Of course, the original Dr. Mabuse died in the previous of Lang’s Mabuse films, way back in 1933, and rather than bring him back from the dead, so to speak, Lang opts for a more realistic sequel by having a new “super-villain”, also a master of disguise, carry on in his name, this time by controlling his victims from his base in a hotel which is filled with thousands of cameras with which to watch his victims... the “thousand eyes” of the title.

This movie, at least when watching it now, seems to have little to really offer in the way of adding new or exciting elements to the mix. I am assuming that audiences contemporary to it’s initial release must have felt differently because the series really got some legs after this third installment, but there’s not much here which I can’t imagine audiences would have been that unfamiliar with... apart from an automated, revolving... no hold on... I’ll get to that soon. The murder of a man by firing at him silently from the window of another car and then leaving that car stopped at the stop light after his death as a way of hammering a point home visually, for example, had already been done in one or other of the earlier Mabuse films (and would go on to be done again in later films such as The IPCRESS File if memory serves me correctly).

I know a lot of people go nuts for what is, essentially, Fritz Lang’s final film as a director, but I found this one to be easily the least interesting of the Mabuse films I’ve seen so far (although I seem to have blotted the Chabrol version out of my memory... I think I had a severe anti-Chabrol reaction to that one at the time) and mostly I found it a little boring compared to the other two.

What I didn’t find boring, though, was Gert Fröbe’s performance as Inspector Kras, who once again is one of a smarter breed of movie policeman than you may find in other films of this nature... slow to catch the “modern Mabuse” obviously, otherwise you wouldn’t have any film, but less stupid than the way these folk are usually written in these kinds of thrillers and certainly smart enough to deduce the presence of a bomb just before it’s about to explode.
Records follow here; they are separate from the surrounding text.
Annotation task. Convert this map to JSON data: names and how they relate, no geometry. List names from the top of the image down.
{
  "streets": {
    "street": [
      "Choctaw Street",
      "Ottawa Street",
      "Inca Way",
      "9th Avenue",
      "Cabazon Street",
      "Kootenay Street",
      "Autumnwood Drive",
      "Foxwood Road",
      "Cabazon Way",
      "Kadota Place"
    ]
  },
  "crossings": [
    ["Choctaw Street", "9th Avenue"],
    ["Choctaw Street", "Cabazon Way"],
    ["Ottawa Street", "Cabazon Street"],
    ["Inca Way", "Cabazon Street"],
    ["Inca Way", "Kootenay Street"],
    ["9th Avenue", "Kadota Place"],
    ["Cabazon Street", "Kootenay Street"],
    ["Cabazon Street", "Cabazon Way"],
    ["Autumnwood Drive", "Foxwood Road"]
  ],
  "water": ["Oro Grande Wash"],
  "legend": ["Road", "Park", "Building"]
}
Four years before playing Goldfinger in the Bond movie of the same name, Fröbe’s performance shows pretty good acting skills... nothing showy, just a character you can believe in, playing a very “aware of his surroundings” officer of the law. I wouldn’t be at all surprised if this was one of the movies that lead to his casting in the later Bond film and... no scratch that. I would be very surprised if the producers of Goldfinger hadn't seen this particular entry in the Mabuse series because... well I noticed something which I think might have caught the interest of the writers or producers of that classic Bond flick at the time...
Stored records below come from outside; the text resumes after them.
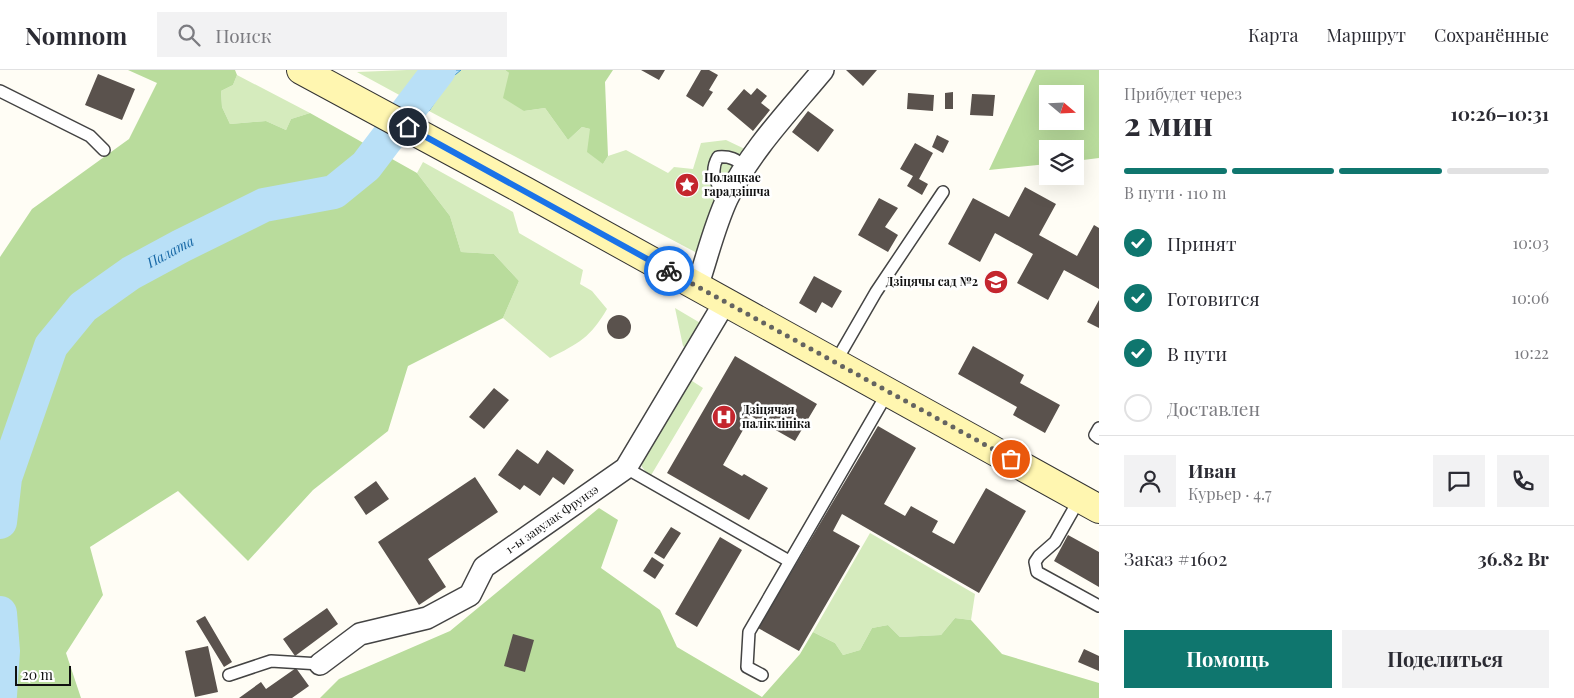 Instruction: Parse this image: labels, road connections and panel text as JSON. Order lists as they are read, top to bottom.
{
  "streets": {
    "street": ["1-ы завулак Фрунзэ"]
  },
  "water": ["Палата"],
  "places": {
    "place": ["Полацкае гарадзішча"],
    "school or university": ["Дзіцячы сад №2"],
    "hospital": ["Дзіцячая паліклініка"]
  },
  "scale_bar": "20 m",
  "north": "right",
  "page": {
    "header": "Nomnom",
    "search": "Поиск",
    "nav": ["Карта", "Маршрут", "Сохранённые"],
    "heading": ["2 мин", "Прибудет через", "10:26–10:31"],
    "panel": [
      "Иван",
      "Курьер · 4.7",
      "Заказ #1602",
      "36.82 Br"
    ],
    "bar": "В пути · 110 m",
    "list": [
      ["Принят", "10:03"],
      ["Готовится", "10:06"],
      ["В пути", "10:22"],
      "Доставлен"
    ],
    "buttons": ["Помощь", "Поделиться"],
    "scale": "20 m"
  }
}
In Ian Fleming's original novel of Goldfinger, the Aston Martin car (obviously not a DB5 at that point) was equipped by Q branch with various gadgets... but one of those gadgets wasn't a set of revolving number plates (with thanks to Tim Pelan aka @johnneyred for the confirmation that this particular item was not in the novel... it’s been decades since I read it). That was invented for the movie version... no wait did I say invented? Maybe I meant inspired... or put in as an homage to or, you know... craftily stolen for use in the Saltzman and Broccoli movie? For, as Mabuse is fleeing from Fröbe’s men and a police dragnet in a car chase at the end of the film, he uses the same style of automated revolving number plates as later turned up in the movie version of Goldfinger, four years later. It’s just a throw away shot and unless you did the maths then you might not think anything of it... but it’s my belief that when the casting people were screening movies of Fröbe so they could see if he was a good candidate for the role in the Bond movie, they saw a little something else they liked and nicked it for their movie too. That’s not gospel, of course, it’s just my supposition as to what happened... but I bet I’m right. I recall from various interviews over the years that a load of the Q sequence in Goldfinger was put in during extra reshoots after the initial filming was completed.
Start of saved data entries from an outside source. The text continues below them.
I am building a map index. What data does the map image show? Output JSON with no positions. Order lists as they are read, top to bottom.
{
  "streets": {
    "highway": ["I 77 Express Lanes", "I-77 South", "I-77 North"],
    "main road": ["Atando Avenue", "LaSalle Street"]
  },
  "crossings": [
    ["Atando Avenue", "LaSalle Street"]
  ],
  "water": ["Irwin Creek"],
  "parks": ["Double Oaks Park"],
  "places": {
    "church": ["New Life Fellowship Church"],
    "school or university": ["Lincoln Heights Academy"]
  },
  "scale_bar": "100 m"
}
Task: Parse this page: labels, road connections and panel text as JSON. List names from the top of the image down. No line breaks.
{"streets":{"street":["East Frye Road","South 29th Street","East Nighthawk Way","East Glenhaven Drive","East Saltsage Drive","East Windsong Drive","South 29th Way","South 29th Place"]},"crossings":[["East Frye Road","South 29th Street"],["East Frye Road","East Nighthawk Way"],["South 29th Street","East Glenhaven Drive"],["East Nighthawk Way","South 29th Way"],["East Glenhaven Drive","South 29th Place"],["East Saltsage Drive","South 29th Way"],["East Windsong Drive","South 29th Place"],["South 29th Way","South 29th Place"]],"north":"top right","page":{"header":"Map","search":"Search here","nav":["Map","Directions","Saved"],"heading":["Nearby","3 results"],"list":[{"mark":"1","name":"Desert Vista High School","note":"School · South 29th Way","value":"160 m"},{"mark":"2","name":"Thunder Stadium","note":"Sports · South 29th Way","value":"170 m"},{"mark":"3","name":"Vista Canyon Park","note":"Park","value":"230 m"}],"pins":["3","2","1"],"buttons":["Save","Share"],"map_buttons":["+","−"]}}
Other than this, though, there’s not a great deal going on in this movie that’s all that interesting, in my opinion and taking into account the historical context of the film. Not to say that there’s anything greatly wrong with this third entry either, of course. It’s well acted, well shot and... well... it’s Fritz Lang after all! I just thought that this movie could have been a little more than just the sum of its parts and I find this easily the weakest of the three in Lang’s trilogy. Don’t let that put you off from watching what is considered a cinematic achievement of some merit, however... and Gert Fröbe is always worth a watch.